[TO DO]: Search the entries below. Return every line that has "length" in it.

[TASK MATERIAL]:
####
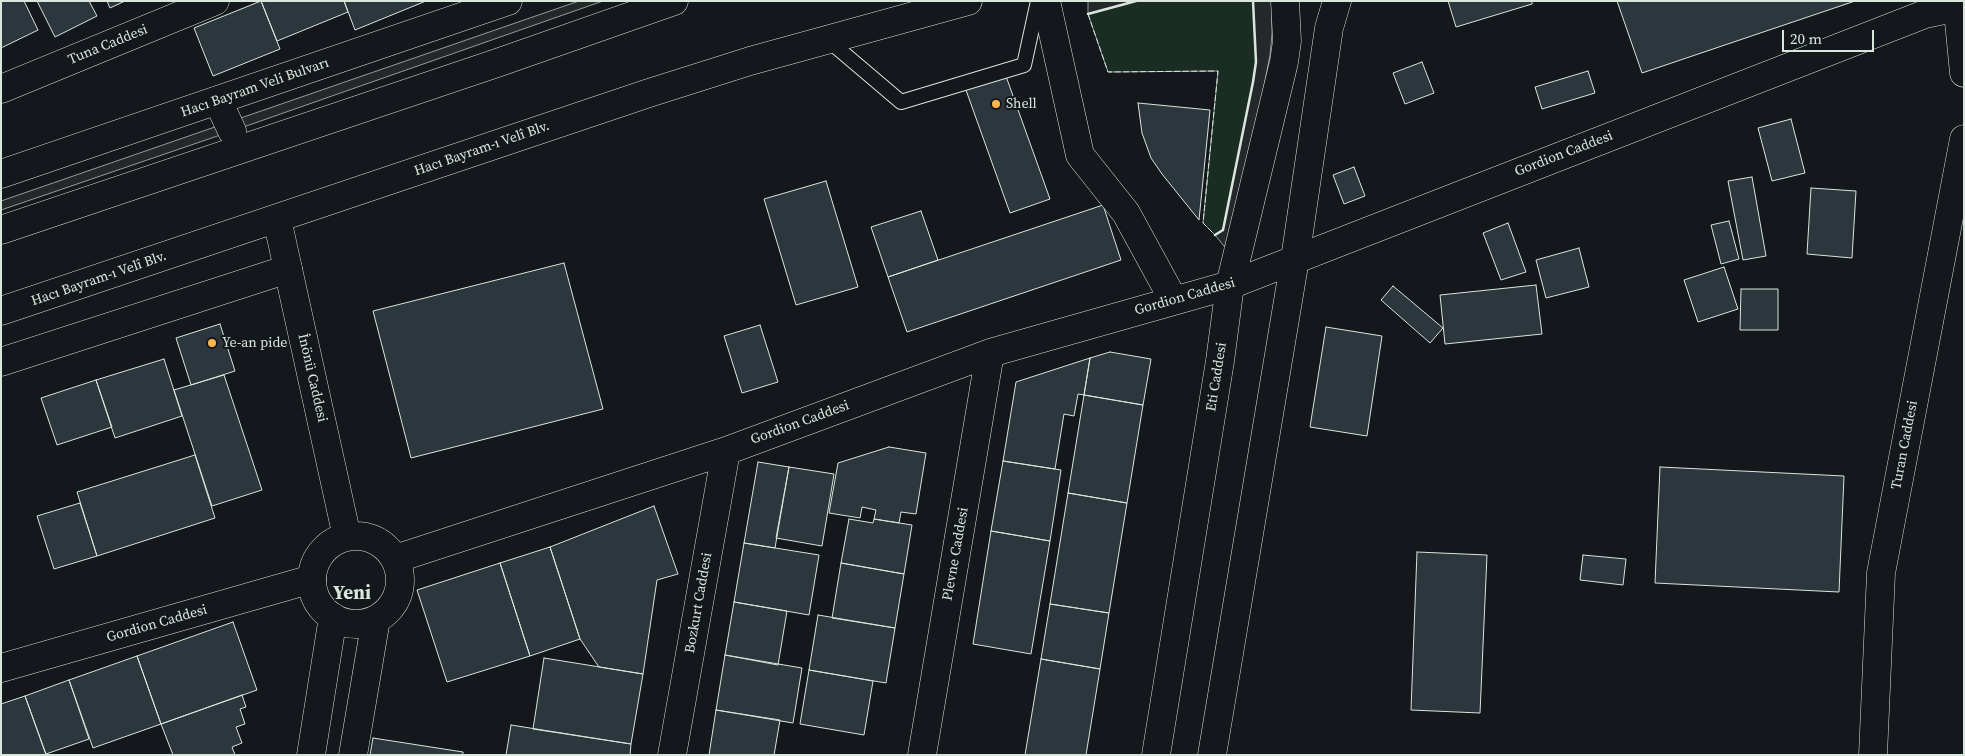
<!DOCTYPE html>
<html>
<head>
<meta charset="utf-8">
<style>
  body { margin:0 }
  #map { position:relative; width:1965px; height:756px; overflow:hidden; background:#14181c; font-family:"Source Serif 4",serif }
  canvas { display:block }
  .frame { position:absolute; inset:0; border:2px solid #d8e6dc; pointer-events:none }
  .scale { position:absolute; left:1782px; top:30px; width:92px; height:22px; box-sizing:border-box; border:2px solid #d8e6dc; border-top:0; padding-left:6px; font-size:15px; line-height:18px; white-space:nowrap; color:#d8e6dc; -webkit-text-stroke:4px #14181c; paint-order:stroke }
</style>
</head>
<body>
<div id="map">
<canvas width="1965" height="756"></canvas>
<div class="frame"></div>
<div class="scale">20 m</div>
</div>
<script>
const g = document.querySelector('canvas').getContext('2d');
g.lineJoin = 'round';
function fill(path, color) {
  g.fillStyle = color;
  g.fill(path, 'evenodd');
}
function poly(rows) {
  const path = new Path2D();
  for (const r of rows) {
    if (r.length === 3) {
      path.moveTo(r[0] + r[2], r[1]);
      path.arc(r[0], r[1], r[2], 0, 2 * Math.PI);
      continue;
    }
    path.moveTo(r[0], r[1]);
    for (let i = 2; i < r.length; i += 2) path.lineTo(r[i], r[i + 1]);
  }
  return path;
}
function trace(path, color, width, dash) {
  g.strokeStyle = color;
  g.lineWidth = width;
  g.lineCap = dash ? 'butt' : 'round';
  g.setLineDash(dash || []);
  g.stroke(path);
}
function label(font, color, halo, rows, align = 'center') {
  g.font = font + ' "Source Serif 4",serif';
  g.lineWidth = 4;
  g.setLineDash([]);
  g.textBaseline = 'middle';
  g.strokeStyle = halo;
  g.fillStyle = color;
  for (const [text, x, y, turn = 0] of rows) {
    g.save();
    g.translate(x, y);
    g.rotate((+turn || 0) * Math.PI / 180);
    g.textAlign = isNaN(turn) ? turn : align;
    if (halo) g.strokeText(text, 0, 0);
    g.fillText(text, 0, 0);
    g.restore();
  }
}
const green = poly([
  [1136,1,1253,1,1256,62,1253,82,1223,230,1215,235,1203,223,1218,71,1108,72,1088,14,1136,1]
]);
fill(green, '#1a2d24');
trace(green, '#939e99', 1);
const parking = poly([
  [579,1,603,1,232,131,1,210,1,201,579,1],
  [1088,1,1136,1,1088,14,1088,1],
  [1253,1,1272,1,1272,34,1270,55,1260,107,1228,244,1224,246,1215,235,1223,229,1253,82,1256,62,1253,1]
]);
fill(parking, '#24282b');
trace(parking, '#939e99', 1);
const building = poly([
  [1,1,24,1,38,30,1,48,1,1],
  [37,1,89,1,97,16,55,37,37,1],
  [107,1,125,1,110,8,107,1],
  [261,1,344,1,348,12,277,41,261,1],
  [261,1,280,49,213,76,194,28,261,1],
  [344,1,426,1,355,30,344,1],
  [1448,1,1532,1,1532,4,1456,27,1448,1],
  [1617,1,1855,1,1642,73,1617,1],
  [1422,62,1434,93,1405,104,1393,73,1422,62],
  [1002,65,1050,199,1010,213,962,79,1002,65],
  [1588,71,1595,93,1542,109,1535,87,1588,71],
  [1138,103,1210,110,1199,220,1162,174,1151,158,1142,133,1138,103],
  [1791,119,1805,173,1772,181,1758,128,1791,119],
  [1354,167,1365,196,1344,204,1333,175,1354,167],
  [1752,177,1766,256,1743,260,1728,181,1752,177],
  [826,181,858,287,796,305,764,199,826,181],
  [1811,188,1856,191,1852,258,1807,254,1811,188],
  [1103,205,1121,260,907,332,888,277,1103,205],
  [921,211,938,260,888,277,871,227,921,211],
  [1729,221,1739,259,1721,264,1711,225,1729,221],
  [1508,223,1526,272,1501,280,1483,233,1508,223],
  [1579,248,1589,287,1546,298,1536,260,1579,248],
  [564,263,603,409,411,458,373,311,564,263],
  [1724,267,1738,309,1698,322,1684,280,1724,267],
  [1536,285,1542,334,1445,344,1440,295,1536,285],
  [1393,286,1443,328,1430,343,1381,300,1393,286],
  [1741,289,1778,289,1778,330,1740,330,1741,289],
  [220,324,235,371,191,385,176,338,220,324],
  [760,325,778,382,742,393,724,336,760,325],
  [1326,327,1382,336,1367,436,1310,427,1326,327],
  [1110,352,1151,359,1143,405,1084,395,1090,358,1110,352],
  [1090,358,1084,395,1078,394,1074,416,1064,414,1055,469,1003,461,1016,382,1090,358],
  [164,359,182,416,115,438,96,380,164,359],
  [224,375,262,490,212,506,174,390,224,375],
  [96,380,112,427,57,445,41,398,96,380],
  [1084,395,1143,405,1127,503,1068,493,1084,395],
  [889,447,926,453,916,514,901,512,899,523,874,519,876,510,862,507,860,518,829,513,838,463,889,447],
  [195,455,215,518,97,556,77,492,195,455],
  [1003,461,1061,470,1050,541,991,531,1003,461],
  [758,462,789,467,775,548,744,543,758,462],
  [789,467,834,474,822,546,776,538,789,467],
  [1660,467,1844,476,1839,592,1655,583,1660,467],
  [1068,493,1127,503,1109,613,1050,604,1068,493],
  [80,503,97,556,54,569,37,516,80,503],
  [654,506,678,574,657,580,643,674,599,667,580,639,550,547,654,506],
  [849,519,873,523,874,519,912,525,904,574,841,563,849,519],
  [991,531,1050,541,1031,654,973,644,991,531],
  [744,543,819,555,809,615,734,602,744,543],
  [550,547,580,639,530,656,500,563,550,547],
  [1417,552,1487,555,1480,713,1411,710,1417,552],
  [1583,555,1626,559,1623,585,1580,580,1583,555],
  [500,563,530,656,447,682,417,590,500,563],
  [841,563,904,574,895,628,832,618,841,563],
  [734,602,787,611,778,665,725,655,734,602],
  [1050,604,1109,613,1100,669,1041,659,1050,604],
  [818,615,895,628,886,683,809,670,818,615],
  [233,622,257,690,161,724,137,656,233,622],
  [725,655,802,668,793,723,716,710,725,655],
  [137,656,161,724,93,748,69,680,137,656],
  [544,658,643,674,631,744,533,729,544,658],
  [1041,659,1100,669,1086,755,1025,755,1041,659],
  [809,670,873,681,864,735,800,724,809,670],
  [69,680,89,739,46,754,25,696,69,680],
  [242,695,246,707,240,709,245,724,236,727,242,743,232,747,235,755,173,755,161,724,242,695],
  [25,696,46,755,1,755,1,704,25,696],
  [716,710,780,720,774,755,709,755,716,710],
  [511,725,631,744,630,755,506,755,511,725],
  [373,738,463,752,463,755,370,755,373,738]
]);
fill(building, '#2c363c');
trace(building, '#d8e6dc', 1);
const lane = poly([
  [828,40,901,102,1024,65,1038,1]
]);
const street = poly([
  [1046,1,1080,155,1126,213,1174,301],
  [1957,1,1964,73],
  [218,101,232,131],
  [1,174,508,1],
  [1,362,288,269],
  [395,559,726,451,990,353,1230,285,1925,14,1964,6],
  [1,668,312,579],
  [672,755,726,451],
  [922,755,990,353],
  [1873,755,1881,573,1964,139]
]);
const secondary = poly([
  [1,89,215,1],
  [277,219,347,537],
  [356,580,44],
  [311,755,333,617],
  [353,755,376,619],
  [1156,755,1220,361,1230,285,1284,62,1287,41,1285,1],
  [1212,755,1295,259,1329,28,1337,1]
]);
const highway = poly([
  [1,230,497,63,674,1],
  [1,311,649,93,750,61,968,1]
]);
trace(lane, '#d8e6dc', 16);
trace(street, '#d8e6dc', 29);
trace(secondary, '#d8e6dc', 29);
trace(highway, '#d8e6dc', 29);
trace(lane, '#14181c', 14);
trace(street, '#14181c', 28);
trace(secondary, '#14181c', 28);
trace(highway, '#14181c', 28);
trace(poly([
  [1088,14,1108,72,1218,71,1203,223,1215,235]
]), '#d8e6dc', 1, [6, 2.5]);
trace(poly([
  [1088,14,1136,1],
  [1215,235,1223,230,1253,82,1256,62,1253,1]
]), '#d8e6dc', 2.5);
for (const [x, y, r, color] of [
  [996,104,5,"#ffb74d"],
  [212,343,5,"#ffb74d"]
]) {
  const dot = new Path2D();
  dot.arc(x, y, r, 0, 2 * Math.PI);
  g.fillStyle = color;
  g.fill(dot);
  trace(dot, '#14181c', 2);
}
label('14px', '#d8e6dc', '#14181c', [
  ["Tuna Caddesi",108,45,-22],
  ["Hacı Bayram Veli Bulvarı",255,88,-19],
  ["Hacı Bayram-ı Velî Blv.",482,149,-19],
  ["Gordion Caddesi",1564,154,-21],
  ["Hacı Bayram-ı Velî Blv.",99,279,-19],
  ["Gordion Caddesi",1185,297,-16],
  ["Eti Caddesi",1217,377,-81],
  ["İnönü Caddesi",312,378,77],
  ["Gordion Caddesi",800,423,-20],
  ["Turan Caddesi",1905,445,-79],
  ["Plevne Caddesi",956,554,-80],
  ["Bozkurt Caddesi",699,603,-80],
  ["Gordion Caddesi",157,624,-16]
]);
label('14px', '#d8e6dc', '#14181c', [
  ["Shell",1006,104],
  ["Ye-an pide",222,343]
], 'left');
label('bold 19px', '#d8e6dc', '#14181c', [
  ["Yeni",352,594]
]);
</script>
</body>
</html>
####
[RESPONSE]:
    if (r.length === 3) {
    for (let i = 2; i < r.length; i += 2) path.lineTo(r[i], r[i + 1]);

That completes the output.